Will GLP-1 drugs replace insulin for diabetes?

For many people with type 2 diabetes, GLP-1 receptor agonists and dual GIP/GLP-1 agonists like tirzepatide are already replacing insulin. A meta-analysis of 4,339 patients found tirzepatide reduced HbA1c by an additional 1.08% versus long-acting insulin while cutting hypoglycemia risk by 54%. However, GLP-1 drugs cannot replace insulin for type 1 diabetes, where the pancreas produces little or no insulin. They also cannot fully replace insulin for advanced type 2 diabetes with severe beta-cell failure.

When will smart insulin be available to patients?

There is no timeline for smart insulin reaching patients.
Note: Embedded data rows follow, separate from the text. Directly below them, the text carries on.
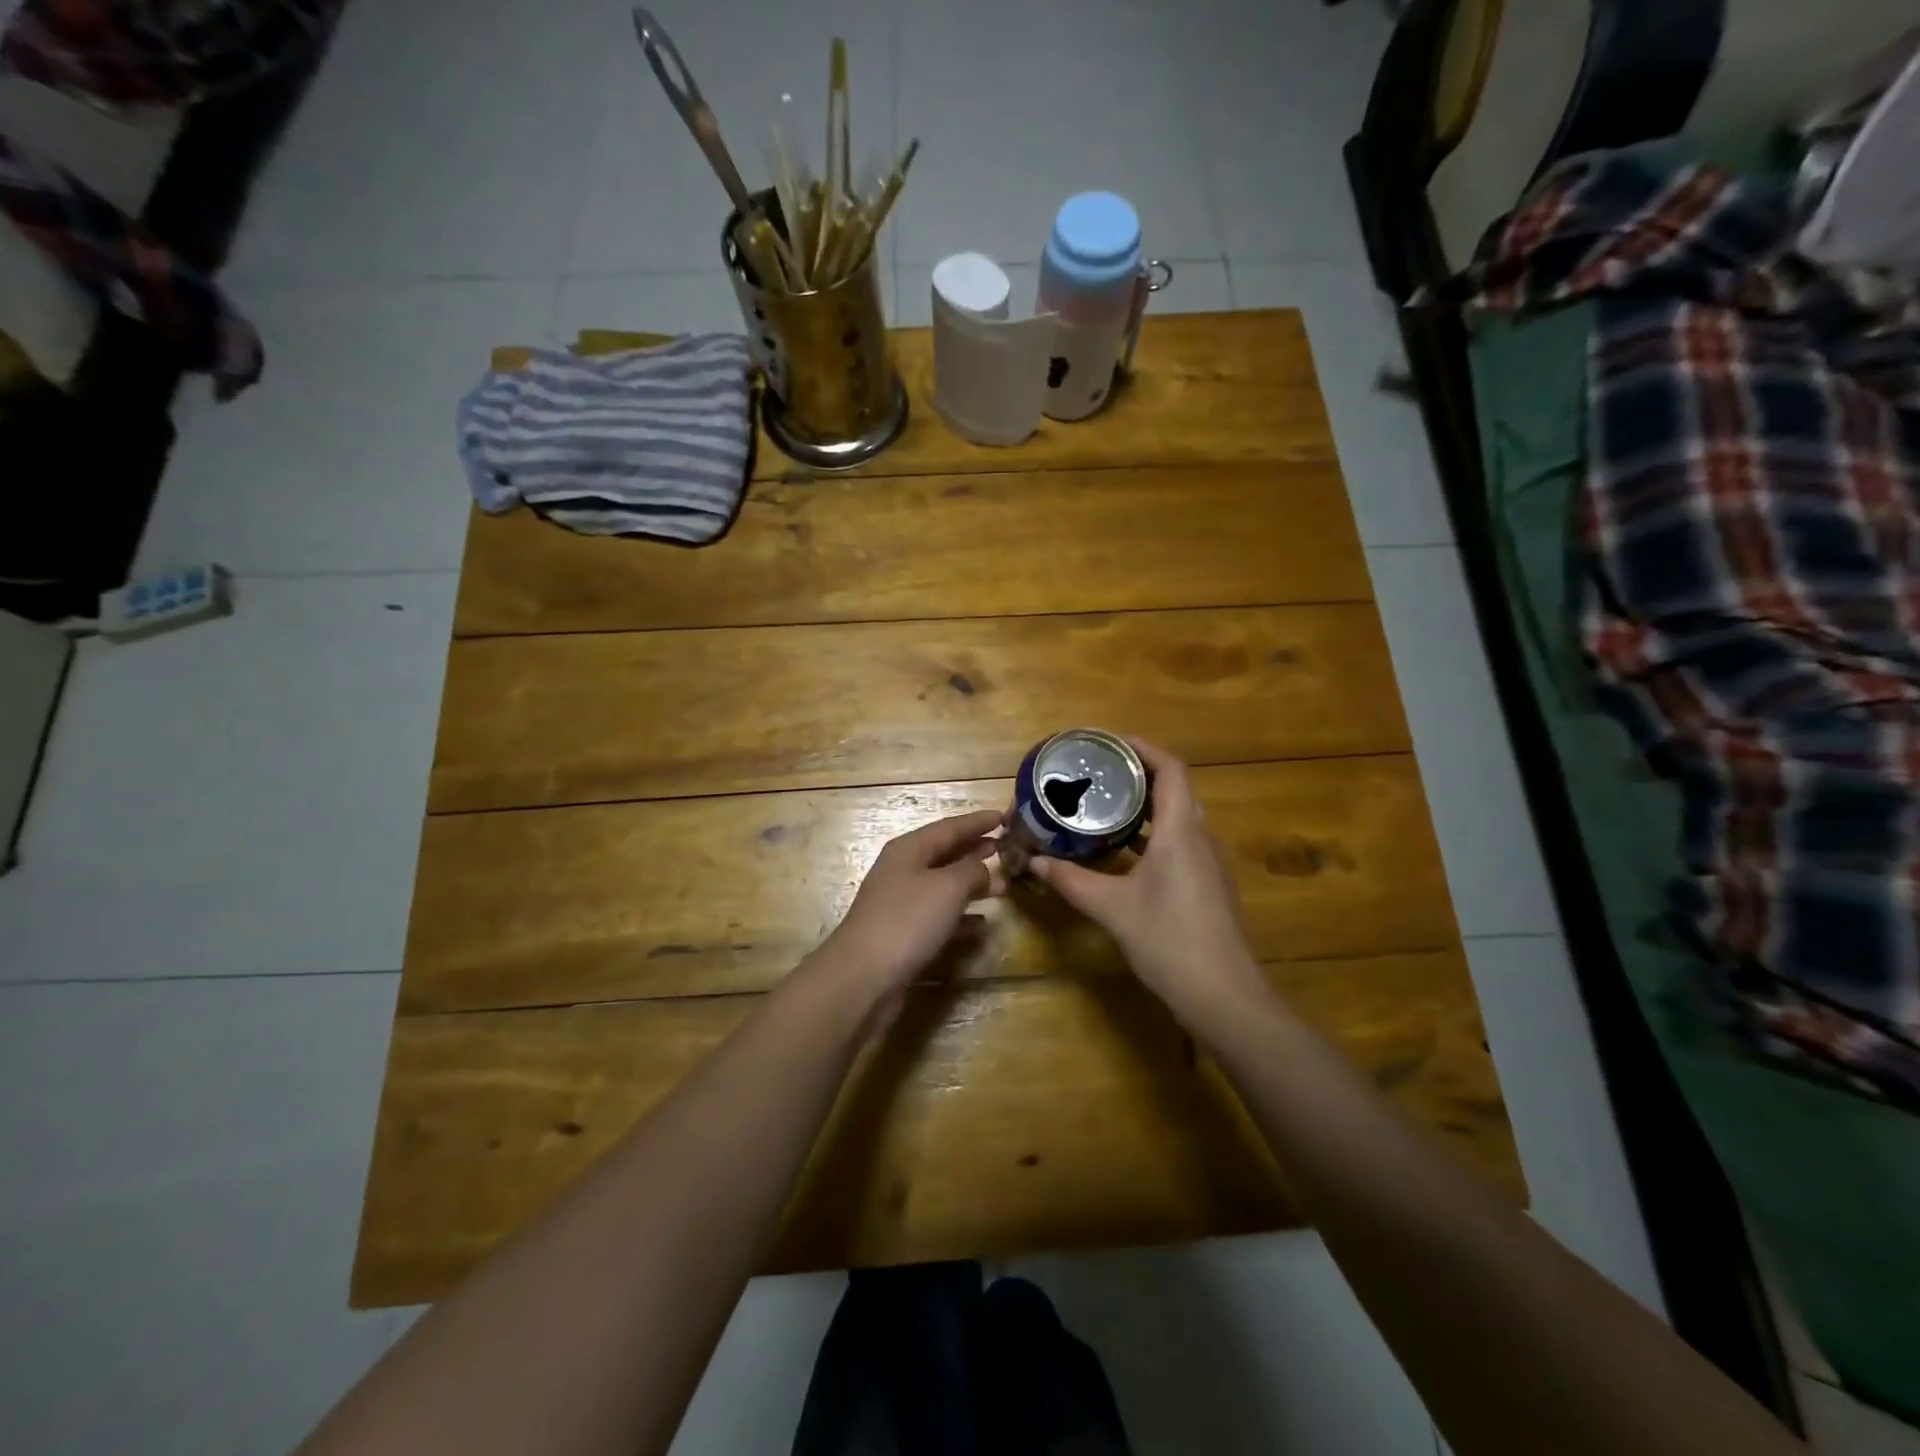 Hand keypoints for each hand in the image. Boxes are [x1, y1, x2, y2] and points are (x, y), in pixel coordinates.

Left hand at [812, 809, 1005, 1004]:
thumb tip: (985, 867)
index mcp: (909, 849)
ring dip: (971, 882)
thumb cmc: (907, 920)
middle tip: (1005, 847)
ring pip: (943, 884)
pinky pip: (939, 915)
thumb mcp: (948, 887)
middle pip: (944, 853)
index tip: (1004, 816)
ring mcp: (901, 903)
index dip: (977, 821)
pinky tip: (982, 923)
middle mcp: (902, 870)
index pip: (949, 827)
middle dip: (974, 849)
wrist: (864, 976)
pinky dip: (962, 914)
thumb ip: (972, 870)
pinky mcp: (903, 933)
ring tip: (1001, 885)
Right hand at [1029, 739, 1266, 1026]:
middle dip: (1137, 774)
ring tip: (1103, 803)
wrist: (1225, 996)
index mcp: (1181, 831)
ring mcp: (1207, 862)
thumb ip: (1072, 881)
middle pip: (1174, 788)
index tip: (1108, 743)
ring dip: (1144, 805)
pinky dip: (1151, 833)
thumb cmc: (1170, 941)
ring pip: (1177, 816)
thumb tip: (1034, 862)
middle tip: (1097, 772)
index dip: (1143, 748)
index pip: (1170, 769)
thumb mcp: (1112, 909)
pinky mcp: (1206, 884)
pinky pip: (1178, 841)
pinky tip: (1122, 850)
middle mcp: (1200, 838)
NNC2215, the most advanced glucose-responsive insulin analog, was published as preclinical research in October 2024 and has not entered human clinical trials. Novo Nordisk has stated that further optimization is needed. Previous glucose-responsive delivery approaches using glucose oxidase and concanavalin A have been in development since the 1980s without producing an approved product. A realistic estimate, if NNC2215 or a successor enters trials, would be at least 8 to 12 years from first-in-human to potential approval.